[Dataset excerpts]

• • • • •

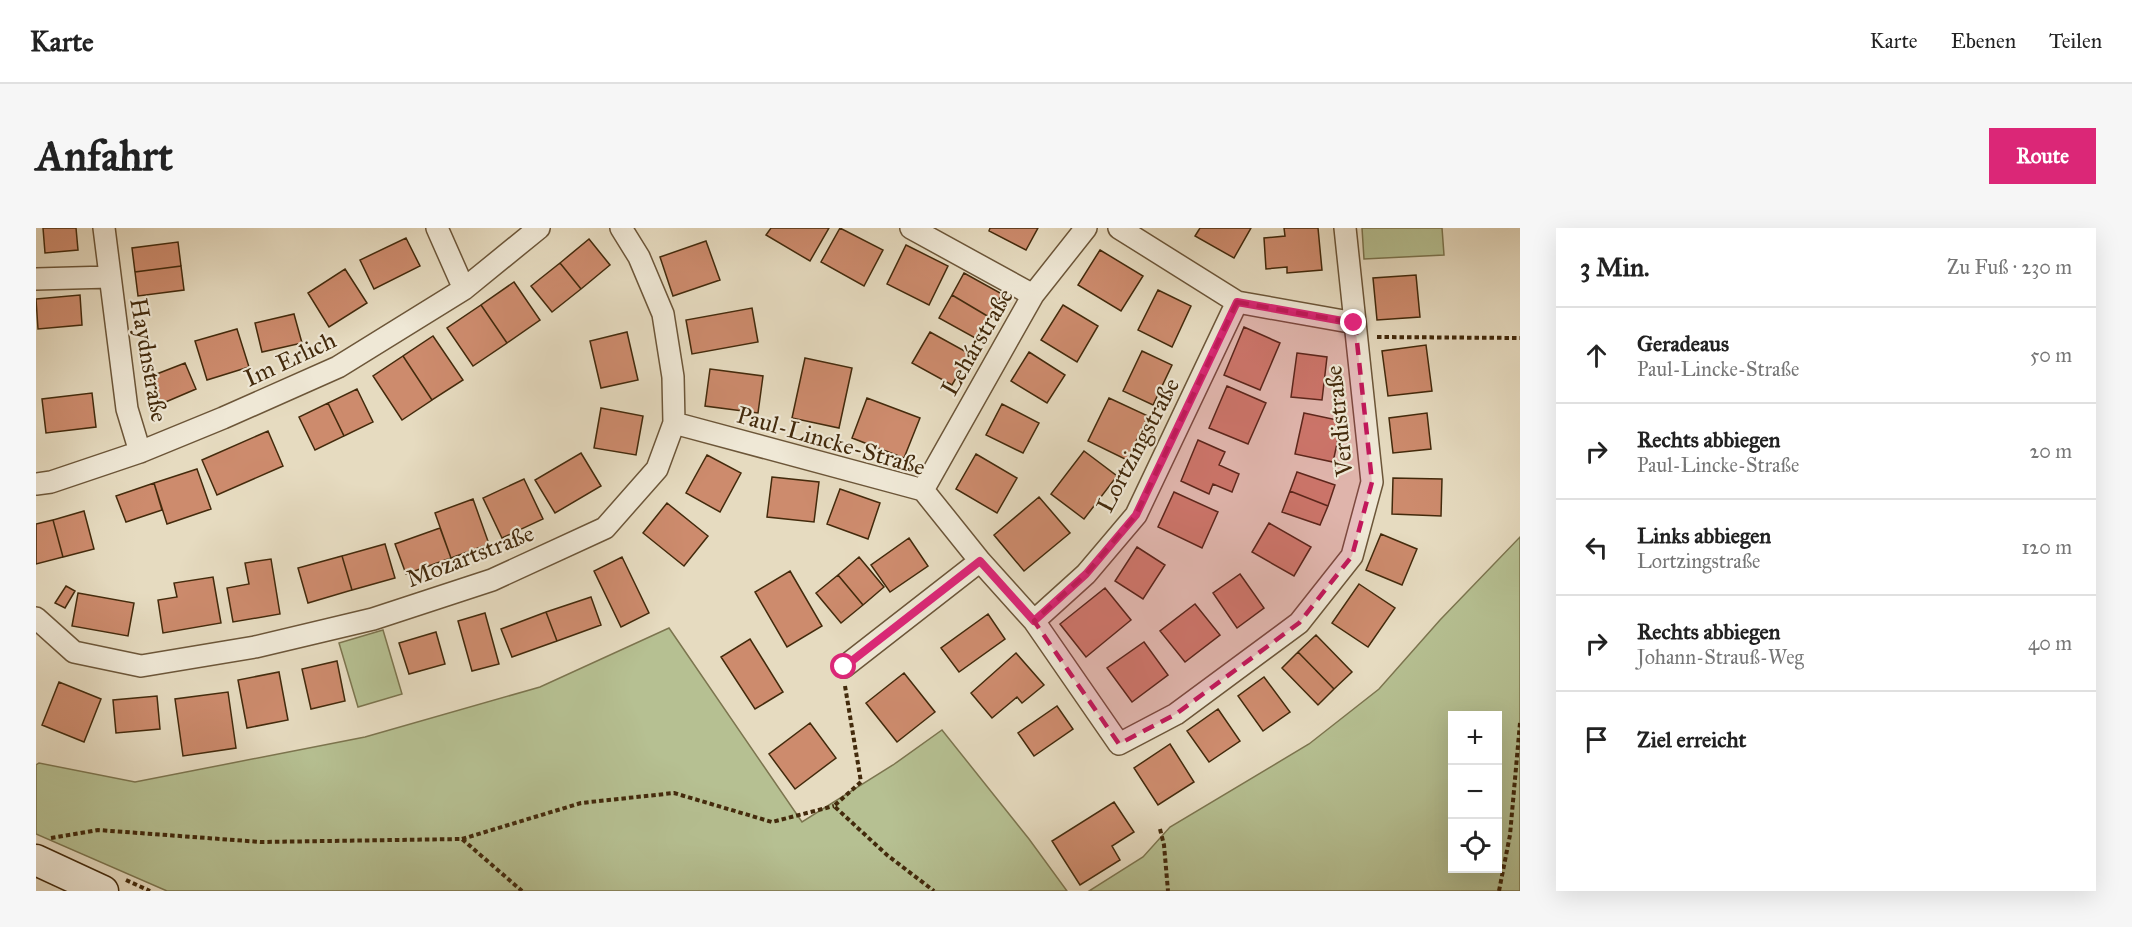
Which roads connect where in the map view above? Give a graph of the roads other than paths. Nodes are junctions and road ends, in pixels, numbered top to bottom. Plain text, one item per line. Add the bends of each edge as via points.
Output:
1 (104, 228) edge
2 (437, 228) edge
3 (539, 228) edge
4 (621, 228) edge
5 (911, 228) edge
6 (1086, 228) edge
7 (1119, 228) edge
8 (1346, 228) edge
9 (109, 277) junction
10 (36, 279) edge
11 (464, 289) junction
12 (1033, 295) junction
13 (1237, 302) junction
14 (1355, 330) junction
15 (674, 423) junction
16 (140, 452) junction
17 (36, 484) edge
18 (923, 490) junction
19 (980, 561) junction
20 (36, 618) edge
21 (1034, 621) junction
22 (844, 667) road end
23 (1119, 744) joint
24 (38, 850) edge
25 (104, 891) edge

1 - 9 street, Haydnstraße
2 - 11 street
3 - 11 street, Im Erlich
4 - 15 street, Mozartstraße via 639,257 663,314 673,377
5 - 12 street
6 - 12 street, Lehárstraße
7 - 13 street
8 - 14 street, Verdistraße
9 - 10 street, Haydnstraße
9 - 16 street, Haydnstraße via 127,409
11 - 16 street, Im Erlich via 338,367
12 - 18 street, Lehárstraße
13 - 14 street
13 - 21 street, Lortzingstraße via 1136,515 1086,574
14 - 23 street, Verdistraße via 1372,482 1352,556 1299,623 1176,714
15 - 18 street, Paul-Lincke-Straße
15 - 20 street, Mozartstraße via 657,469 605,528 492,580 373,619 255,647 141,666 74,652
16 - 17 street, Im Erlich
18 - 19 street, Paul-Lincke-Straße
19 - 21 street, Paul-Lincke-Straße
19 - 22 street
21 - 23 street, Paul-Lincke-Straße
24 - 25 main road

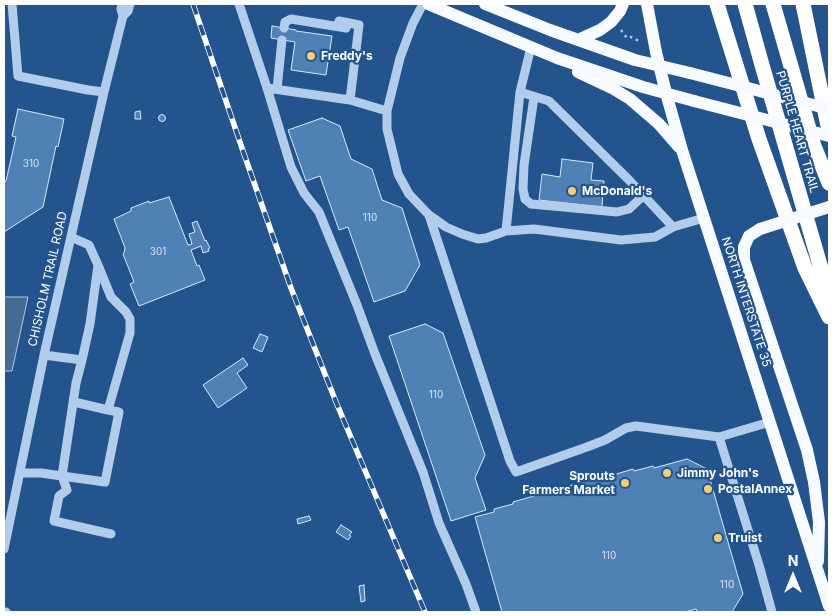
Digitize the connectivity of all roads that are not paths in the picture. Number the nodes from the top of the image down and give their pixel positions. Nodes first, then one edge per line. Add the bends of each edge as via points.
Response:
1 (12, 4) edge
2 (122, 4) edge
3 (130, 4) edge
4 (239, 4) edge
5 (423, 4) edge
6 (428, 4) edge
7 (623, 4) edge
8 (648, 4) edge
9 (717, 4) edge
10 (746, 4) edge
11 (773, 4) edge
12 (803, 4) edge
13 (490, 5) edge
14 (123, 16) junction
15 (339, 21) dead end
16 (284, 28) dead end
17 (358, 30) junction
18 (282, 40) dead end
19 (578, 40) junction
20 (531, 47) junction
21 (557, 58) junction
22 (660, 66) junction
23 (267, 88) junction
24 (277, 89) junction
25 (104, 92) junction
26 (520, 92) junction
27 (666, 93) junction
28 (534, 97) junction
29 (350, 100) junction
30 (829, 109) edge
31 (387, 111) junction
32 (829, 131) edge
33 (829, 136) edge
34 (682, 150) junction
35 (829, 183) edge
36 (644, 195) junction
37 (829, 207) edge
38 (429, 215) junction
39 (704, 218) junction
40 (673, 227) junction
41 (506, 231) junction
42 (71, 237) junction
43 (98, 265) junction
44 (829, 296) edge
45 (829, 317) edge
46 (44, 355) junction
47 (82, 360) junction
48 (74, 402) junction
49 (108, 410) junction
50 (770, 422) junction
51 (719, 437) junction
52 (20, 473) junction
53 (62, 476) junction
54 (111, 534) dead end
55 (4, 549) edge
56 (818, 573) junction
57 (829, 606) edge
58 (476, 612) edge
59 (772, 612) edge

1 - 25 street via 18,76
2 - 14 street, CHISHOLM TRAIL ROAD
3 - 14 street, CHISHOLM TRAIL ROAD
4 - 23 street
5 - 31 street via 400,58
6 - 20 main road
7 - 19 main road via 611,22
8 - 22 main road, NORTH INTERSTATE 35
9 - 45 highway via 759,139 805,268
10 - 44 highway, PURPLE HEART TRAIL
11 - 35 highway, PURPLE HEART TRAIL via 814,146
12 - 32 highway
13 - 19 main road
14 - 25 street, CHISHOLM TRAIL ROAD
15 - 17 street via 359,25
16 - 17 street via 285,22 291,19
17 - 29 street
18 - 24 street
19 - 22 main road
20 - 21 main road
20 - 26 street
21 - 27 main road
21 - 34 main road via 570,69 630,100 659,124
22 - 27 main road, NORTH INTERSTATE 35
22 - 30 main road, bridge
23 - 24 street
23 - 58 street via 291,167 319,212
24 - 29 street
25 - 42 street, CHISHOLM TRAIL ROAD
26 - 28 street
26 - 41 street
27 - 33 main road, bridge
27 - 34 main road, NORTH INTERSTATE 35
28 - 36 street via 549,101
28 - 36 street via 524,165 525,199 531,204 617,212 629,209
29 - 31 street
31 - 38 street via 387,130 398,174 409,194
34 - 39 main road, NORTH INTERSTATE 35
36 - 40 street
37 - 56 main road, bridge via 760,229 749,236 744,247 744,260 807,450 819,522
38 - 41 street via 446,227 478,239
38 - 51 street via 516,472 636,426
39 - 40 street
39 - 50 main road, NORTH INTERSTATE 35
40 - 41 street via 655,237 621,240 534,229
42 - 43 street via 89,245
42 - 46 street, CHISHOLM TRAIL ROAD
43 - 47 street
43 - 49 street via 111,297 130,319 130,333
46 - 47 street
46 - 52 street, CHISHOLM TRAIL ROAD
47 - 48 street
48 - 49 street
48 - 53 street
49 - 53 street via 119,412 105,482
50 - 51 street
50 - 56 main road, NORTH INTERSTATE 35
51 - 59 street
52 - 53 street
52 - 55 street, CHISHOLM TRAIL ROAD
53 - 54 street via 67,490 59,496 54,521
56 - 57 main road, NORTH INTERSTATE 35

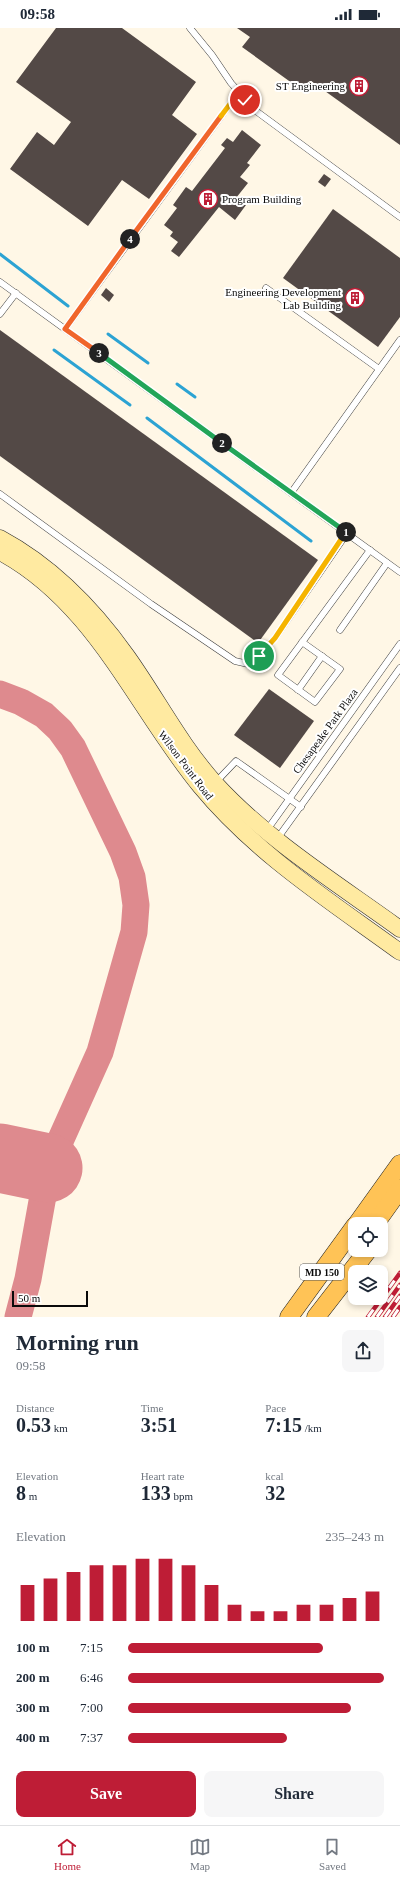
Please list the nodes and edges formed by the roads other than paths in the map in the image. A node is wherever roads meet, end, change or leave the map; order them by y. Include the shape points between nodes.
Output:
1 (190, 28) edge
2 (239, 92) junction
3 (400, 217) edge
4 (0, 282) edge
5 (266, 288) dead end
6 (16, 293) junction
7 (0, 314) edge
8 (65, 329) junction
9 (400, 340) edge
10 (379, 369) junction
11 (291, 493) junction
12 (0, 494) edge
13 (347, 533) junction
14 (0, 538) edge
15 (370, 550) junction
16 (0, 552) edge
17 (387, 563) junction
18 (400, 572) edge
19 (340, 630) dead end
20 (302, 642) junction
21 (400, 644) edge
22 (322, 656) junction
23 (400, 668) edge
24 (298, 690) junction
25 (215, 783) junction
26 (289, 798) junction
27 (301, 807) junction
28 (272, 835) junction
29 (400, 929) edge
30 (400, 952) edge
31 (400, 1164) edge
32 (400, 1189) edge
33 (400, 1209) edge
34 (362, 1217) edge
35 (380, 1217) edge
36 (388, 1224) edge
37 (348, 1236) edge
38 (352, 1257) edge
39 (362, 1257) edge
40 (320, 1311) edge
41 (289, 1317) edge

1 - 2 lane
2 - 3 lane via 256,111
2 - 8 lane
4 - 6 lane
5 - 10 lane
6 - 7 lane
6 - 8 lane
8 - 11 lane
9 - 10 lane
10 - 11 lane
11 - 13 lane
12 - 13 lane via 151,604 235,661 248,664 275,638
13 - 15 lane
14 - 25 street, Wilson Point Road via 61,580 102,622 128,657 177,735
15 - 17 lane
15 - 20 lane
16 - 30 street, Wilson Point Road via 39,578 74,611 110,654 200,786 229,818 287,869
17 - 18 lane
17 - 19 lane
20 - 22 lane
20 - 24 lane via 278,675
21 - 26 lane, Chesapeake Park Plaza
22 - 24 lane
22 - 24 lane via 340,669 315,702
23 - 27 lane
25 - 26 lane via 236,761
25 - 28 street, Wilson Point Road
26 - 27 lane
26 - 28 lane, Chesapeake Park Plaza
27 - 28 lane
28 - 29 street, Wilson Point Road
31 - 34 main road
32 - 35 main road
33 - 36 main road
37 - 41 main road, MD 150
38 - 40 main road
39 - 40 main road, MD 150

• • • • •

Work instructions:
Retype exactly. Start at the line with "Please list the" and stop at the last line of the data.

Solution to this problem:
Please list the nodes and edges formed by the roads other than paths in the map in the image. A node is wherever roads meet, end, change or leave the map; order them by y. Include the shape points between nodes.
Output:
1 (190, 28) edge
2 (239, 92) junction
3 (400, 217) edge
4 (0, 282) edge
5 (266, 288) dead end
6 (16, 293) junction
7 (0, 314) edge
8 (65, 329) junction
9 (400, 340) edge
10 (379, 369) junction
11 (291, 493) junction
12 (0, 494) edge
13 (347, 533) junction
14 (0, 538) edge
15 (370, 550) junction
16 (0, 552) edge
17 (387, 563) junction
18 (400, 572) edge
19 (340, 630) dead end
20 (302, 642) junction
21 (400, 644) edge
22 (322, 656) junction
23 (400, 668) edge
24 (298, 690) junction
25 (215, 783) junction
26 (289, 798) junction
27 (301, 807) junction
28 (272, 835) junction
29 (400, 929) edge
30 (400, 952) edge
31 (400, 1164) edge
32 (400, 1189) edge
33 (400, 1209) edge
34 (362, 1217) edge
35 (380, 1217) edge
36 (388, 1224) edge
37 (348, 1236) edge
38 (352, 1257) edge
39 (362, 1257) edge
40 (320, 1311) edge
41 (289, 1317) edge

1 - 2 lane
2 - 3 lane via 256,111
2 - 8 lane
4 - 6 lane
5 - 10 lane
6 - 7 lane
6 - 8 lane
8 - 11 lane
9 - 10 lane
10 - 11 lane
11 - 13 lane
12 - 13 lane via 151,604 235,661 248,664 275,638
13 - 15 lane
14 - 25 street, Wilson Point Road via 61,580 102,622 128,657 177,735
15 - 17 lane
15 - 20 lane
16 - 30 street, Wilson Point Road via 39,578 74,611 110,654 200,786 229,818 287,869
17 - 18 lane
17 - 19 lane
20 - 22 lane
20 - 24 lane via 278,675
21 - 26 lane, Chesapeake Park Plaza
22 - 24 lane
22 - 24 lane via 340,669 315,702
23 - 27 lane
25 - 26 lane via 236,761
25 - 28 street, Wilson Point Road
26 - 27 lane
26 - 28 lane, Chesapeake Park Plaza
27 - 28 lane
28 - 29 street, Wilson Point Road
31 - 34 main road
32 - 35 main road
33 - 36 main road
37 - 41 main road, MD 150
38 - 40 main road
39 - 40 main road, MD 150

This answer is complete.